Re: Some thoughts I'd like to share regarding a phenomenon with Arch

Not sure if I'm reading you quite right, are you saying that the distro of choice is in fact part of "putting yourself into the machine" or that the configuration of any distro is somehow instilling your essence into your daily workstation?

If it's the former I would agree slightly, but only for the standard distros, i.e. fedora, mint, opensuse, etc.  i.e. before I came to arch I was distro-hopping like crazy.  It didn't take me long to get comfortable enough with ubuntu (I'm discounting my high-school years of linux experience cause I didn't gain much) that I found it unweildy and cumbersome and took off putting a new distro on every week (sometimes it would only last a day) until I could find something better.  Oddly enough, till I got my new lappy, I was running Bodhi which is a minimalist distro but still very easy to set up, yet let me play with debian architecture a bit more and really get comfortable.  So, the distro-hop linuxes, yes, the distro probably reflects a lot about the user philosophy.

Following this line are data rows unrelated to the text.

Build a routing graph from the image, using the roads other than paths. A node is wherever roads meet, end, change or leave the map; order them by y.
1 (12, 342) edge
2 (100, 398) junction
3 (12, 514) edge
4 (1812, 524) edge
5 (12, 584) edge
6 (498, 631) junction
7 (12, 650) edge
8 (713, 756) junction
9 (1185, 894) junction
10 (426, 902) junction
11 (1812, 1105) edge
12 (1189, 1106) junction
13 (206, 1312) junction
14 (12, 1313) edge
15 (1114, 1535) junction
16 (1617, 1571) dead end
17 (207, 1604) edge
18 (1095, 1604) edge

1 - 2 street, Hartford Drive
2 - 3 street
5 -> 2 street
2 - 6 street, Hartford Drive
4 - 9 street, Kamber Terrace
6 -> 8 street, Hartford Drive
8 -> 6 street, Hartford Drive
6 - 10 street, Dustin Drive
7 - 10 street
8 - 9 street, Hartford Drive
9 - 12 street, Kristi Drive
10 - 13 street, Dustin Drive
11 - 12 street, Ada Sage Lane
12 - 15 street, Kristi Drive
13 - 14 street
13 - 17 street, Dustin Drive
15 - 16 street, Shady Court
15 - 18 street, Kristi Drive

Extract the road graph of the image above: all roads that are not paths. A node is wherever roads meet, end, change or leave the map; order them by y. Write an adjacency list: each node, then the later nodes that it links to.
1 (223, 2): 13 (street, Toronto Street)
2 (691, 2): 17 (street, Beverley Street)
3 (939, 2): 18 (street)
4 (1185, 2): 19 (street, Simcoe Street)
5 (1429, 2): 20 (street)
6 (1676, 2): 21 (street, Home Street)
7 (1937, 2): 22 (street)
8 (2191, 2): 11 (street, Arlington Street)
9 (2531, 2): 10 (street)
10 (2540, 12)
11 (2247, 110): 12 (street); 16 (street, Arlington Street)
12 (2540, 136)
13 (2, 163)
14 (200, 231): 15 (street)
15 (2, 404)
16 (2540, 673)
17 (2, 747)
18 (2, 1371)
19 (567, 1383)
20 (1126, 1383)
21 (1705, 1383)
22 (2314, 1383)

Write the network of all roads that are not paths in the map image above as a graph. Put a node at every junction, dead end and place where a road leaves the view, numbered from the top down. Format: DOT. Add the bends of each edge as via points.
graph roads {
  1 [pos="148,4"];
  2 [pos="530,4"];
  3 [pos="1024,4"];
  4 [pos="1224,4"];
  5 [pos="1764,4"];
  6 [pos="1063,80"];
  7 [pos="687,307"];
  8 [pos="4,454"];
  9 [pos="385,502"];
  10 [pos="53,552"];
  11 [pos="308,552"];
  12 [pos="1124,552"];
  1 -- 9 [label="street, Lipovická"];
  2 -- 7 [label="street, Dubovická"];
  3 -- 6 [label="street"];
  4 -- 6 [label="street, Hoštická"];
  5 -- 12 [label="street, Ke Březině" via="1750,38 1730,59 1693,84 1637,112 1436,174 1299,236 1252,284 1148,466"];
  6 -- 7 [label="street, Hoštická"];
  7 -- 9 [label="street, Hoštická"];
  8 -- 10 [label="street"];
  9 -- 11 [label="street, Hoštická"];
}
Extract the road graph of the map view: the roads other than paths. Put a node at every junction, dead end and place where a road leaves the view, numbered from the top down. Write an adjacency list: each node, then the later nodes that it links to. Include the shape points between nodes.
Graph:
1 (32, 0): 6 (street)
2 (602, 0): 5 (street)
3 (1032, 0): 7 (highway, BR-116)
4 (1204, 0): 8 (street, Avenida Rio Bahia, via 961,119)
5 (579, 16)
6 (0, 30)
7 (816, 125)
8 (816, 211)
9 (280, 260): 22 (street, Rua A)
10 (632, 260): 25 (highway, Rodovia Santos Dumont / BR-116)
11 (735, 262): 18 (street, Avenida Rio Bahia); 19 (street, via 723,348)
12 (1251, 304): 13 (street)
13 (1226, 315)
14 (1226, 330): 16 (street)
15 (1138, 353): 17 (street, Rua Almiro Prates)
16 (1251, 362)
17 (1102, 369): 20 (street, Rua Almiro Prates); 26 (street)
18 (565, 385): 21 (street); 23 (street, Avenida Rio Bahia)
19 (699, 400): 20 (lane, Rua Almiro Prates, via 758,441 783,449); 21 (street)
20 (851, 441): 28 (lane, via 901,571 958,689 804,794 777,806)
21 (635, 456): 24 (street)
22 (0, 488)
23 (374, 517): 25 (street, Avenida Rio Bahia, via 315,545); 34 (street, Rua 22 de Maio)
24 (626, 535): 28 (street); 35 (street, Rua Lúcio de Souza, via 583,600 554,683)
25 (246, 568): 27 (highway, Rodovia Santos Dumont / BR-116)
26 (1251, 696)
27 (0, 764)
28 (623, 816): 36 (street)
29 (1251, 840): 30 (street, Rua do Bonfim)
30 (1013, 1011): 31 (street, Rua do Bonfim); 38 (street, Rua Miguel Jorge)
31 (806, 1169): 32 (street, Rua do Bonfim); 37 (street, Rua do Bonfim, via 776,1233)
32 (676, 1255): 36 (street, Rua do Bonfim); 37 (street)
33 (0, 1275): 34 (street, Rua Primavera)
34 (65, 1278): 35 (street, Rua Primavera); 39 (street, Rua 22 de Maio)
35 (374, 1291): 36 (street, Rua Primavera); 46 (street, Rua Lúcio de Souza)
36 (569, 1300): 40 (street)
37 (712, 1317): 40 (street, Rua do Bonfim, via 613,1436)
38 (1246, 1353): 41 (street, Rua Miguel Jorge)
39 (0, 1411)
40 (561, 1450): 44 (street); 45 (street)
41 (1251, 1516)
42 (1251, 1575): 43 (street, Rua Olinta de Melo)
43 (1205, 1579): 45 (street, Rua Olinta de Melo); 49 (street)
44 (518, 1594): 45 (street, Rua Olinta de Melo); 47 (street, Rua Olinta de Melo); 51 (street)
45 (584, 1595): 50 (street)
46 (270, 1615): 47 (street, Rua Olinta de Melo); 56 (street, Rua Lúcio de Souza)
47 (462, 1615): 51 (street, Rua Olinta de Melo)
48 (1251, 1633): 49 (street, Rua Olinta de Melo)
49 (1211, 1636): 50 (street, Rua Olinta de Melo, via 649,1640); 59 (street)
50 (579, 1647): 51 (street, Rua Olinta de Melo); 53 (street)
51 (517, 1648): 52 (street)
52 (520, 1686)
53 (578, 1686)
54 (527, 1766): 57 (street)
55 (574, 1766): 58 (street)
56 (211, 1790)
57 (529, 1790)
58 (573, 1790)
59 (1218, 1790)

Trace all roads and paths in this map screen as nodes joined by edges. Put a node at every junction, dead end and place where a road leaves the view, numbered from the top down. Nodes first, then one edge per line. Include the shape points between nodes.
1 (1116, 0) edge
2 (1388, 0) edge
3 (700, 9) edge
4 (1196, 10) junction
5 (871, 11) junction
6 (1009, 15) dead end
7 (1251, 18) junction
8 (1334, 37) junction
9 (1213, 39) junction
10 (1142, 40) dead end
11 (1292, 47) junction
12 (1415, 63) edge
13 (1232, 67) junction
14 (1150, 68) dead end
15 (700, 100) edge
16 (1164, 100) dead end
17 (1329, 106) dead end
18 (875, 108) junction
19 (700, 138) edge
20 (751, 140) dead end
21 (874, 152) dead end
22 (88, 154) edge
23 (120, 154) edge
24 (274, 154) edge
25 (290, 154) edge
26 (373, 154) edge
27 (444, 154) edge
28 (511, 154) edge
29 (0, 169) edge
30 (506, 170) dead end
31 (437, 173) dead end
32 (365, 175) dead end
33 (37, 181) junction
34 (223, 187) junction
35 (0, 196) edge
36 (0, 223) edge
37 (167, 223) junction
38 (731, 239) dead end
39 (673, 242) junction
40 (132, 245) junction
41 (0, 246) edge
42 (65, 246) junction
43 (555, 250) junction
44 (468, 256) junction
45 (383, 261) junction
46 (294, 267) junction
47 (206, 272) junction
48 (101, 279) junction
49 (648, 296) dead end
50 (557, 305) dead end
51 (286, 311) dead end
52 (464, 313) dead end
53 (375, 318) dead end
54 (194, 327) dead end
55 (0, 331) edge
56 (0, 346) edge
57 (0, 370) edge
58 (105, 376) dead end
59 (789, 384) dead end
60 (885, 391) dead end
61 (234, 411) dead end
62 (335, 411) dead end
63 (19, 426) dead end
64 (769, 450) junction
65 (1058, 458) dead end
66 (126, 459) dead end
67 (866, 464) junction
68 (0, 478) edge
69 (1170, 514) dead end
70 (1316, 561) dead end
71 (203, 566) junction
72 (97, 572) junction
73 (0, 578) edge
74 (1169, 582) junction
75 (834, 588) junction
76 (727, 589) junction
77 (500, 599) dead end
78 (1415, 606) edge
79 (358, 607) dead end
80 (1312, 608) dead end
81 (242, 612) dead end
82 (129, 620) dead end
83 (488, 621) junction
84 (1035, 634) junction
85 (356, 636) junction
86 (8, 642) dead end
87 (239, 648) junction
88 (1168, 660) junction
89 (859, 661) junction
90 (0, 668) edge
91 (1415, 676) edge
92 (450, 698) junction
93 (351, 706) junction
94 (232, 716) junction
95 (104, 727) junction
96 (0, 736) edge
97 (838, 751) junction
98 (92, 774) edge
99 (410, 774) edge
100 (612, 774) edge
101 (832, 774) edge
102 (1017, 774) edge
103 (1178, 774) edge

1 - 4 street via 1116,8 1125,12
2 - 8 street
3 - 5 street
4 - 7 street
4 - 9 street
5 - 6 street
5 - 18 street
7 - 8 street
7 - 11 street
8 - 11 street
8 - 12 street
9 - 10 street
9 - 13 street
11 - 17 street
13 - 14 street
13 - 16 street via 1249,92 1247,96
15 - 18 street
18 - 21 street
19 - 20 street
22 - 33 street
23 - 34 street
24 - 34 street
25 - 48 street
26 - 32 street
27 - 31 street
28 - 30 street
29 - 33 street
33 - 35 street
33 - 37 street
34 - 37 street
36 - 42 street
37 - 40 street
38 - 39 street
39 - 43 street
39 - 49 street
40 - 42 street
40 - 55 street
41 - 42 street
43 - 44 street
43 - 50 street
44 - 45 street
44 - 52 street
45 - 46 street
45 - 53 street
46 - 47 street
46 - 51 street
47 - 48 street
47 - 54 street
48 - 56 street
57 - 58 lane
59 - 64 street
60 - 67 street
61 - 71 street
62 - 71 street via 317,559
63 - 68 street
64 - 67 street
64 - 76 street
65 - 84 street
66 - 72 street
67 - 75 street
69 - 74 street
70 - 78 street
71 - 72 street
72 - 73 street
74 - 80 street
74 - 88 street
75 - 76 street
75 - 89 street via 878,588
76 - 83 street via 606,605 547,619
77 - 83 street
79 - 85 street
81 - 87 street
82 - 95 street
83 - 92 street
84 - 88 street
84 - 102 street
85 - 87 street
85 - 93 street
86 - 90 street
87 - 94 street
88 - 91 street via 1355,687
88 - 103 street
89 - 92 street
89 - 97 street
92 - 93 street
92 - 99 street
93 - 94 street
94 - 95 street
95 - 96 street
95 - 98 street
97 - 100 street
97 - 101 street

For arch I don't think it is so.  Since switching I quickly went from distro-hopping to WM/DE hopping.  During the process I have fallen in love with arch because it allows me to express myself completely without being bound by proprietary splash screens and silly little nuances that other distros bring.  When I wake up and walk into my office (I live at work for weeks at a time) I see MY laptop sitting there waiting with MY operating system on it.  I think Arch and the few other distros like it enable people of any philosophy to build a system that reflects them best.  Just because Arch is bleeding edge doesn't mean that you are limited from building a modest setup if you wish.  Just because Arch is minimal doesn't mean you can't run a KDE desktop bloated with widgets, video games, and fancy web tools.  It can be anything you want it to be.  So when it comes to Arch (and slackware, gentoo, etc), I think the "personality" of the machine just depends on the user alone, and not so much the distro or even the community.